In his most important work of classical antiquity (De Materia Medica), Dioscorides regarded ginger as a warming and digestive plant. Interestingly, these properties correspond quite well to those of the ginger rhizome in traditional Chinese medicine.
In De Materia Medica, Dioscorides noted that the root of the ginger plant was useful for treating various ailments, such as stomachache, dysentery, and constipation. He also wrote that ginger could be used to treat respiratory problems, such as coughs and shortness of breath, and as a remedy for headaches and fever.
Dioscorides also described how to prepare ginger for medicinal use, including instructions for preparing a ginger infusion by boiling the root in water. In addition, he noted that ginger could be used as an ingredient for patches, applied topically to treat joint pain and other conditions.
Dioscorides stated that ginger was typical of Arabia (the shores of the Red Sea), while it probably originated in the Indo-Malay region and Arabia was only the end point of the southern route of the Silk Road by sea.
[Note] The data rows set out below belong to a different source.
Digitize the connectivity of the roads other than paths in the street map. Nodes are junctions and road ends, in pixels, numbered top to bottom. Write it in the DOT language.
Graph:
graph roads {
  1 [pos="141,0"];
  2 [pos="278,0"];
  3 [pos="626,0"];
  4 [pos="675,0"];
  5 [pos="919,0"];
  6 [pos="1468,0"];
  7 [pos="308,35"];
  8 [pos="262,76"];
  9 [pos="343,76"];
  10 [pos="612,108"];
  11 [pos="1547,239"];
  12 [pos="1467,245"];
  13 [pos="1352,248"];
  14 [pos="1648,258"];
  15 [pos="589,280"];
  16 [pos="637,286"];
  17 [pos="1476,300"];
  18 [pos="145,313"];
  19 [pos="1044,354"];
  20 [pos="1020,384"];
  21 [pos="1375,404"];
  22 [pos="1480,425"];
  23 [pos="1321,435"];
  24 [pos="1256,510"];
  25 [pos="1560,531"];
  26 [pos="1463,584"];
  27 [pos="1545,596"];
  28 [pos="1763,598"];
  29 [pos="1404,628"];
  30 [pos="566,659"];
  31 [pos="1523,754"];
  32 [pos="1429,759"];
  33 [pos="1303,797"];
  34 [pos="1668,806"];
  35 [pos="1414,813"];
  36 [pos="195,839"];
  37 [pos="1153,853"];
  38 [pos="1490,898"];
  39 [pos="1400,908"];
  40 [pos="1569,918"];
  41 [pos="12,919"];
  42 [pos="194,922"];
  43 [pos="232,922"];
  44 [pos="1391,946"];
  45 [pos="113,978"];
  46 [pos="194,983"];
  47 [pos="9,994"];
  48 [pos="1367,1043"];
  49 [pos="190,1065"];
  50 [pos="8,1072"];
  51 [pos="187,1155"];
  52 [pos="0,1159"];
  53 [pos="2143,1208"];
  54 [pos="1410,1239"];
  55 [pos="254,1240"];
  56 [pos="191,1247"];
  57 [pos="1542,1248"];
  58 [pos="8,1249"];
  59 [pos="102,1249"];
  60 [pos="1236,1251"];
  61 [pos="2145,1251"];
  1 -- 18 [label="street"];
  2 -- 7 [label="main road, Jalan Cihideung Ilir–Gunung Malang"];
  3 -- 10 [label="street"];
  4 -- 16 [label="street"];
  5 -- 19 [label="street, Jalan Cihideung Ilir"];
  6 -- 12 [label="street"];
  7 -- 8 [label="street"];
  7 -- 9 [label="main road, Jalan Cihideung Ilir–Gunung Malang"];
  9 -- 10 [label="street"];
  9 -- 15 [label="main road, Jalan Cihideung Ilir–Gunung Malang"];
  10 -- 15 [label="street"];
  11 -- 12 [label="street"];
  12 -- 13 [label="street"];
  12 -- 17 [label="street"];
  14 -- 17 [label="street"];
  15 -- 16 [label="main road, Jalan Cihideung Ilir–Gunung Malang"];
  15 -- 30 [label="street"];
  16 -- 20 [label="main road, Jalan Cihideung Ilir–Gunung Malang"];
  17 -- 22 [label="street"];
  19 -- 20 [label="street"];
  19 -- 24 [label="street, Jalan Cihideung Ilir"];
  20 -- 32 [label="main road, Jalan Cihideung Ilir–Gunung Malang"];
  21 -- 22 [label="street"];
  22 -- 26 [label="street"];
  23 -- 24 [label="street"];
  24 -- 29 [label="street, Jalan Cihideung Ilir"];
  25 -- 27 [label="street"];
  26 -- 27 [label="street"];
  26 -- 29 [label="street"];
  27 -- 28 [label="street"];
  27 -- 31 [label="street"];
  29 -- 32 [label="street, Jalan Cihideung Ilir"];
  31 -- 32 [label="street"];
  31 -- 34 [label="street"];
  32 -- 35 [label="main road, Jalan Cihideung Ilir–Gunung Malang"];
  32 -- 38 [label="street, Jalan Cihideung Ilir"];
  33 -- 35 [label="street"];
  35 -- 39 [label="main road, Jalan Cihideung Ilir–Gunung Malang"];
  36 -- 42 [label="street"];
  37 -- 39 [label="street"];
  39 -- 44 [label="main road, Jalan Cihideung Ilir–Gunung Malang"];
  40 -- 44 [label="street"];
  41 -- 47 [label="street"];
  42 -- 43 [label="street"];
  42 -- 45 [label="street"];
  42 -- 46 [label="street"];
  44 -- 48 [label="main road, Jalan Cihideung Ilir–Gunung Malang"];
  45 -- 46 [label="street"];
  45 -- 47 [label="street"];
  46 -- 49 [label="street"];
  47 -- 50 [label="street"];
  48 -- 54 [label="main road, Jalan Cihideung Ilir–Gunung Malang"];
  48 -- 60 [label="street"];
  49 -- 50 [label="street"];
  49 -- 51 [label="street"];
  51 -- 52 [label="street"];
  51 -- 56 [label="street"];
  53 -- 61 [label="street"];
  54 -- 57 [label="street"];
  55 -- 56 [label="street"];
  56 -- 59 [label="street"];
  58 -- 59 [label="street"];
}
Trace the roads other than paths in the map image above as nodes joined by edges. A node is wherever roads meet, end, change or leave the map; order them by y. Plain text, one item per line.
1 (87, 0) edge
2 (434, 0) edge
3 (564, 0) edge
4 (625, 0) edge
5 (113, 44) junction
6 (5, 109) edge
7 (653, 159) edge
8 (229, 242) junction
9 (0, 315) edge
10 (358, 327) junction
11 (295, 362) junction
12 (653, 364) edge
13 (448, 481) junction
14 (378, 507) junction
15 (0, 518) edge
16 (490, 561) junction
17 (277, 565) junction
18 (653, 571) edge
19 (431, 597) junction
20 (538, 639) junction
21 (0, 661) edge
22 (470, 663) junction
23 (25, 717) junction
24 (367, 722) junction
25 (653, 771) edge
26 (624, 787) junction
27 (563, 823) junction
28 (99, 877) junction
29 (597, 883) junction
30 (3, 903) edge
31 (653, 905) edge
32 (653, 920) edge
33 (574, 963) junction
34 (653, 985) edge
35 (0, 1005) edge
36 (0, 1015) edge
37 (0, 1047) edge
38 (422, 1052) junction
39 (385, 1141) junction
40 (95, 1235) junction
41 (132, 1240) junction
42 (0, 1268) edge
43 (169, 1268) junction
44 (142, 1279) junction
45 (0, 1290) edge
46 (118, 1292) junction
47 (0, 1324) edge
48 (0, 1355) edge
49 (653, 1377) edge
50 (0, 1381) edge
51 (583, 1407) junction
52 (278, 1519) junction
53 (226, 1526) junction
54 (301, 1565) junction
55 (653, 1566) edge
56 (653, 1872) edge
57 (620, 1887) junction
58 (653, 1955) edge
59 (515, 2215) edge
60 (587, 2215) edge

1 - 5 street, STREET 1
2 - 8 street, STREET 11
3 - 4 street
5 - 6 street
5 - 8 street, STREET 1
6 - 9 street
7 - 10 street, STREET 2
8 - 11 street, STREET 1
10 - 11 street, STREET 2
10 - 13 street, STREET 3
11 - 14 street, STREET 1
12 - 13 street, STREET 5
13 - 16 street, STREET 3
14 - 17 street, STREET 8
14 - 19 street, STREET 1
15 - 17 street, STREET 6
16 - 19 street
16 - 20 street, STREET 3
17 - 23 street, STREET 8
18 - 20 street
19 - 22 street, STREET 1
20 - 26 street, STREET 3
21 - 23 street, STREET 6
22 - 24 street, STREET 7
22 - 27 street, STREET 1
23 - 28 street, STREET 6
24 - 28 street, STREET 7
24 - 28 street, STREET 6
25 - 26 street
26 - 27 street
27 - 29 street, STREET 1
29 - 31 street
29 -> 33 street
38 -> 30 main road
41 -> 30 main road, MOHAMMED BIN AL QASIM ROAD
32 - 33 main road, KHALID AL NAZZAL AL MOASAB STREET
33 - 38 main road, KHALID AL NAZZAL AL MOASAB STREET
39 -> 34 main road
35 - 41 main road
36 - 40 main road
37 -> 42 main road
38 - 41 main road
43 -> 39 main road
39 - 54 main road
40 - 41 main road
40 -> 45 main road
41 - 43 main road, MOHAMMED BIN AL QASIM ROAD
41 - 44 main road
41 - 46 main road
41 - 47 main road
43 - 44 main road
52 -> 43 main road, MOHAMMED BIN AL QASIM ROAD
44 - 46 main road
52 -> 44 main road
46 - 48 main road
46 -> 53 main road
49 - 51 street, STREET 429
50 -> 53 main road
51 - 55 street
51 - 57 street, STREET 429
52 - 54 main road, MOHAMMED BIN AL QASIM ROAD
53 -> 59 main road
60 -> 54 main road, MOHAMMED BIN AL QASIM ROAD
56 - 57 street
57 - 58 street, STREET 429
Ginger has been used for medicinal purposes for thousands of years in Asia, particularly in China and India, ancient Egypt, the Roman Empire, and throughout medieval Europe. The ancient Egyptians also used ginger for medicinal purposes, so much so that they included it in a list of medicinal herbs found in the tomb of the Egyptian king Tutankhamun.
In ancient Greece, ginger was used to treat stomach problems and as a poultice for joint pain.
In Ayurvedic medicine, a traditional system of medicine from India, ginger is used to treat a range of ailments, including respiratory and cardiovascular problems, as well as to improve digestion and reduce inflammation.
Modern scientific research has confirmed the health benefits of ginger; in particular, its anti-inflammatory and antioxidant properties have been clearly and reproducibly demonstrated.
Nowadays, different forms of ginger are used, such as fresh ginger, dried ginger, ginger oil, ginger tea, ginger juice, and ginger supplements.
Mechanistic studies support findings from human clinical trials that ginger can help improve symptoms and biomarkers of pain, chronic metabolic diseases, and gastrointestinal conditions. The bioactive compounds in ginger (zingerone, 6-shogaol, and 6-gingerol) reduce inflammation, which contributes to pain, and promote vasodilation, which lowers blood pressure; stimulate fatty acid breakdown by promoting weight management; and inhibit activation of serotonin, muscarinic, and histaminergic receptors, thereby reducing nausea and vomiting. Regulation of several transcription factors and signaling pathways has been shown to contribute to the protective effects of ginger.
Emerging in vivo and in vitro evidence supports the neuroprotective effects of ginger and its major pharmaceutically active compounds, mainly through regulation of neuroinflammation, oxidative stress, and dopamine synaptic transmission.